_Task prompt_
Scan the material below and copy every line holding the word "paths".

_Task material_
------------------------------------------------

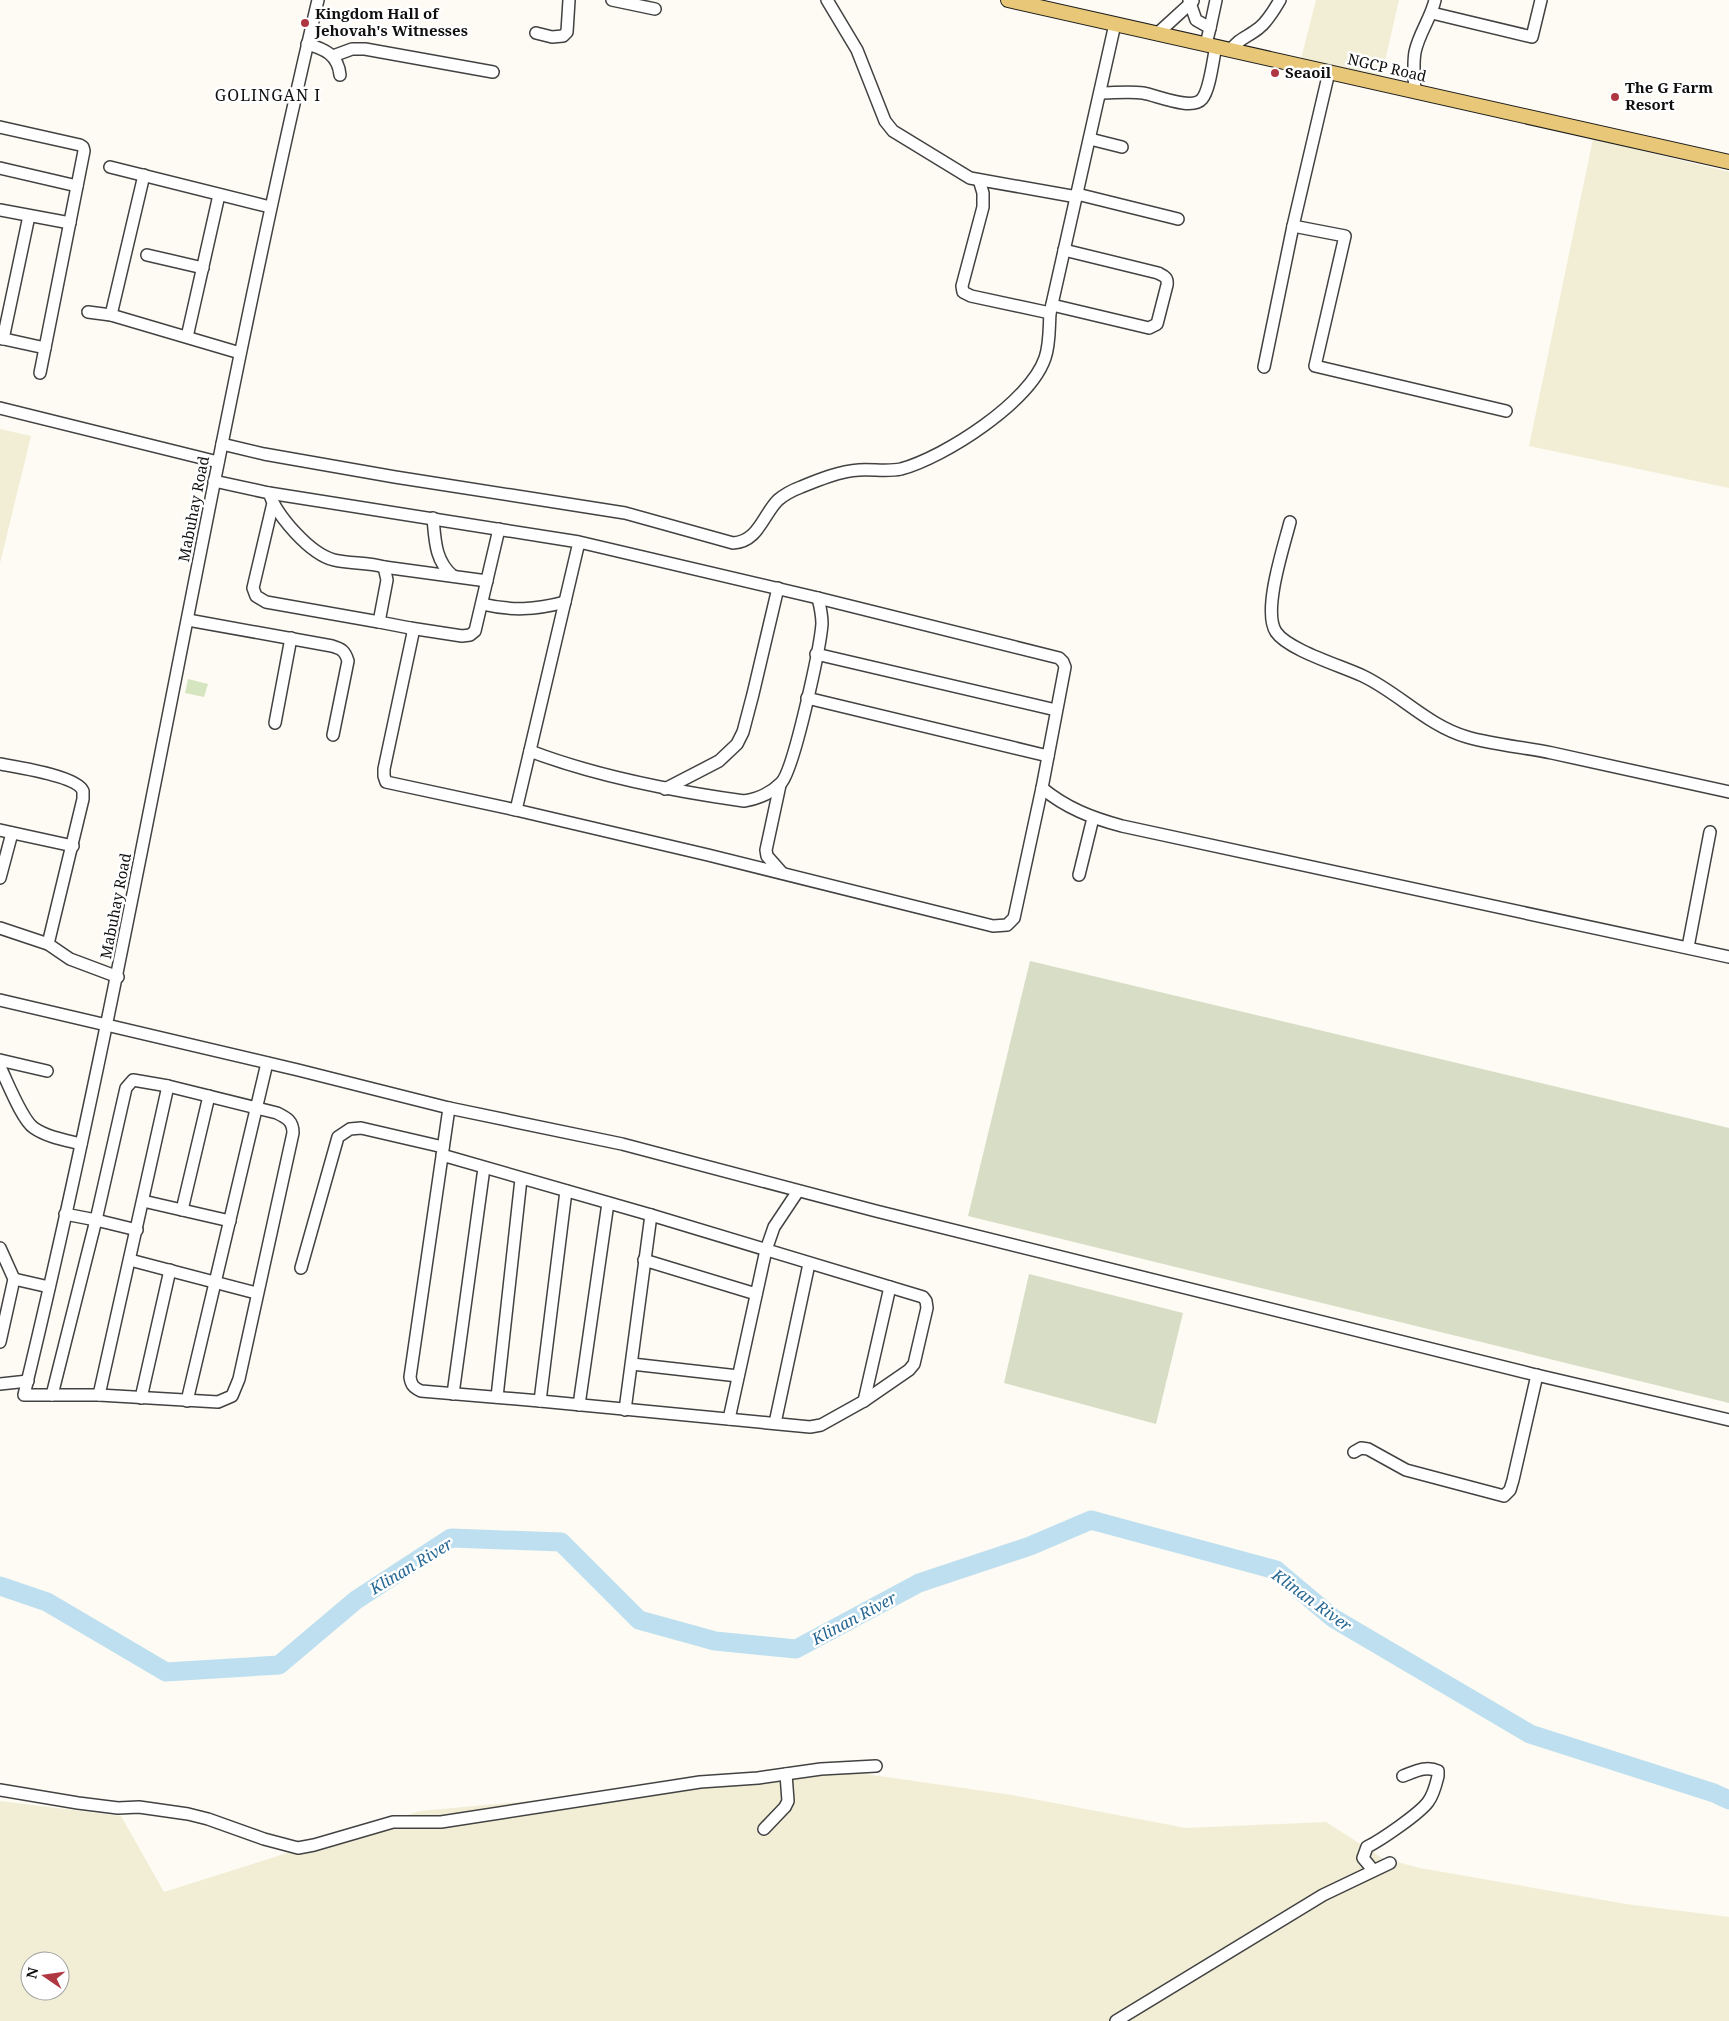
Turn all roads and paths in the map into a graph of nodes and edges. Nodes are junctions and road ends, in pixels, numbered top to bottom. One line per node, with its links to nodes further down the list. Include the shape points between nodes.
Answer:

------------------------------------------------

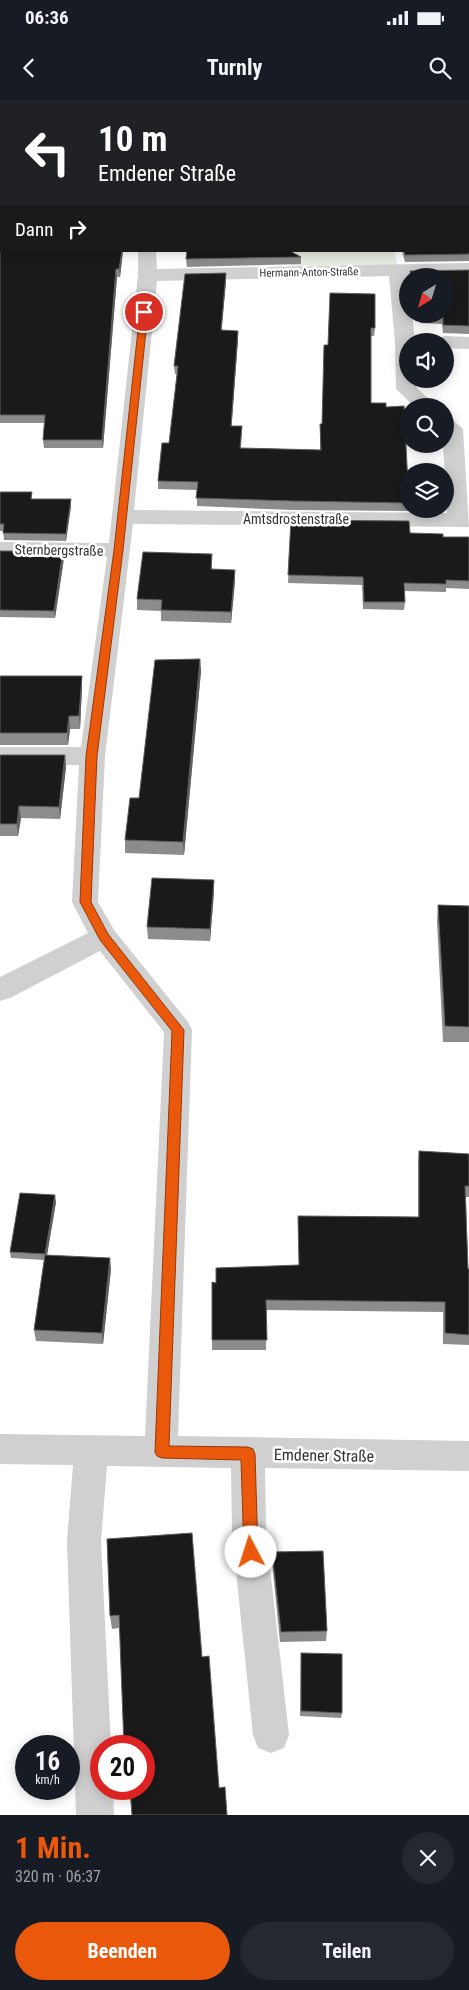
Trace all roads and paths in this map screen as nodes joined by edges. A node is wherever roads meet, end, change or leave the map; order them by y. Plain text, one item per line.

------------------------------------------------

_Answer to this task_
Turn all roads and paths in the map into a graph of nodes and edges. Nodes are junctions and road ends, in pixels, numbered top to bottom. One line per node, with its links to nodes further down the list. Include the shape points between nodes.
Trace all roads and paths in this map screen as nodes joined by edges. A node is wherever roads meet, end, change or leave the map; order them by y. Plain text, one item per line.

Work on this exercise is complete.